* To do
Please give, word for word, the line containing "I'd be glad" and every line that comes after it in the data below.

-- Information shown follows --

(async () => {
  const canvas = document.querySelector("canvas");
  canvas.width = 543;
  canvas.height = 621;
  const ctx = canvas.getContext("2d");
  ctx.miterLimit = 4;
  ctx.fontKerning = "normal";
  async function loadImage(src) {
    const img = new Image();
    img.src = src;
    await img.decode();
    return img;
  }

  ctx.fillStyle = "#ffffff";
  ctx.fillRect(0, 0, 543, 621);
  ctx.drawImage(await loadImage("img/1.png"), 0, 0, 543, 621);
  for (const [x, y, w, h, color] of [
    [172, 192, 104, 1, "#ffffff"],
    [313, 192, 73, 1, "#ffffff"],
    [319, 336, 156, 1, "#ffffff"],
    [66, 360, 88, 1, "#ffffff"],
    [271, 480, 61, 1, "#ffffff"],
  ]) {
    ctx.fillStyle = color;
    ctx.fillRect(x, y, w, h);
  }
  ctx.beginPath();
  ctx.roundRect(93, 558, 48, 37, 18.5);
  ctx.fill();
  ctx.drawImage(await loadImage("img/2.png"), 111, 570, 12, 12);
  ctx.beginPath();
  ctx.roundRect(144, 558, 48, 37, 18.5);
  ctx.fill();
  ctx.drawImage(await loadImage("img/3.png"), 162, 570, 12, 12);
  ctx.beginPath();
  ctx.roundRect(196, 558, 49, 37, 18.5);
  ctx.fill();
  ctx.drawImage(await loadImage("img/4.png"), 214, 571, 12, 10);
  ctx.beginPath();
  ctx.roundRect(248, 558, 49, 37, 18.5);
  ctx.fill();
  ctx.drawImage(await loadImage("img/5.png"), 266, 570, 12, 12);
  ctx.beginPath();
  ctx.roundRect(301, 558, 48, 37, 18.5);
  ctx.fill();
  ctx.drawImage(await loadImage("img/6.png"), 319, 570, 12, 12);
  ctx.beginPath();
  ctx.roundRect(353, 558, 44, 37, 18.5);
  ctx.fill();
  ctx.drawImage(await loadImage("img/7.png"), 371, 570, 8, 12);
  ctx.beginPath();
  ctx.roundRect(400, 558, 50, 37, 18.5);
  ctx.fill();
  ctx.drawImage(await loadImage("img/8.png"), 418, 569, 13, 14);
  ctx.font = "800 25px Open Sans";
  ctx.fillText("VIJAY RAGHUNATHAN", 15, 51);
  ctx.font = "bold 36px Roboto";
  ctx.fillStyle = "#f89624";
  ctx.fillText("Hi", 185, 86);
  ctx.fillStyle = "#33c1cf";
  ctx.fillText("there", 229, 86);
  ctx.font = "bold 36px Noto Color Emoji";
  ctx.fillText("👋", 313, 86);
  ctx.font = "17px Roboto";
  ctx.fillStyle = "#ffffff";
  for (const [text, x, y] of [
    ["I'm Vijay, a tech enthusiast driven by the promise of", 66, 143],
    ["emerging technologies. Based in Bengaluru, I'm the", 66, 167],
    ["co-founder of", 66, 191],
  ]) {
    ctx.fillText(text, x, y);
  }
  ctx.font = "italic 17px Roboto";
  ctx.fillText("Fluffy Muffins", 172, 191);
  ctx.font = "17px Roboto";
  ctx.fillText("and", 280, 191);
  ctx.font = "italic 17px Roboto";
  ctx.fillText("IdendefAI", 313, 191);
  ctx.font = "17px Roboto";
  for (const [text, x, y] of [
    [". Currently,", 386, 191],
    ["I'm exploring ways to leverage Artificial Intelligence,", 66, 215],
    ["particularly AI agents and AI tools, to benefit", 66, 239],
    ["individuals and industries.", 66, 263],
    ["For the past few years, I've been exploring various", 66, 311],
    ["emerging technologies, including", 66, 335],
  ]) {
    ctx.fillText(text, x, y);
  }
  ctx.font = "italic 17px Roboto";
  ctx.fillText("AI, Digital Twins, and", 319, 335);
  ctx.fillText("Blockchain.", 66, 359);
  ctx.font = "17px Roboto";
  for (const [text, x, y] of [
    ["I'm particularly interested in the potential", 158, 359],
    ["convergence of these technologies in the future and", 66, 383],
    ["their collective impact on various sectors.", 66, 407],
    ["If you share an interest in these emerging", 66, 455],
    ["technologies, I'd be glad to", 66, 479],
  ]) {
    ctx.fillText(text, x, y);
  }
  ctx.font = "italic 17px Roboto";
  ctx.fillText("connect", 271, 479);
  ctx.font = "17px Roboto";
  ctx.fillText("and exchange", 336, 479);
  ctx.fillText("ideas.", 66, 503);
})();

-- Information shown concluded --

* Result for this exercise
    ["technologies, I'd be glad to", 66, 479],
  ]) {
    ctx.fillText(text, x, y);
  }
  ctx.font = "italic 17px Roboto";
  ctx.fillText("connect", 271, 479);
  ctx.font = "17px Roboto";
  ctx.fillText("and exchange", 336, 479);
  ctx.fillText("ideas.", 66, 503);
})();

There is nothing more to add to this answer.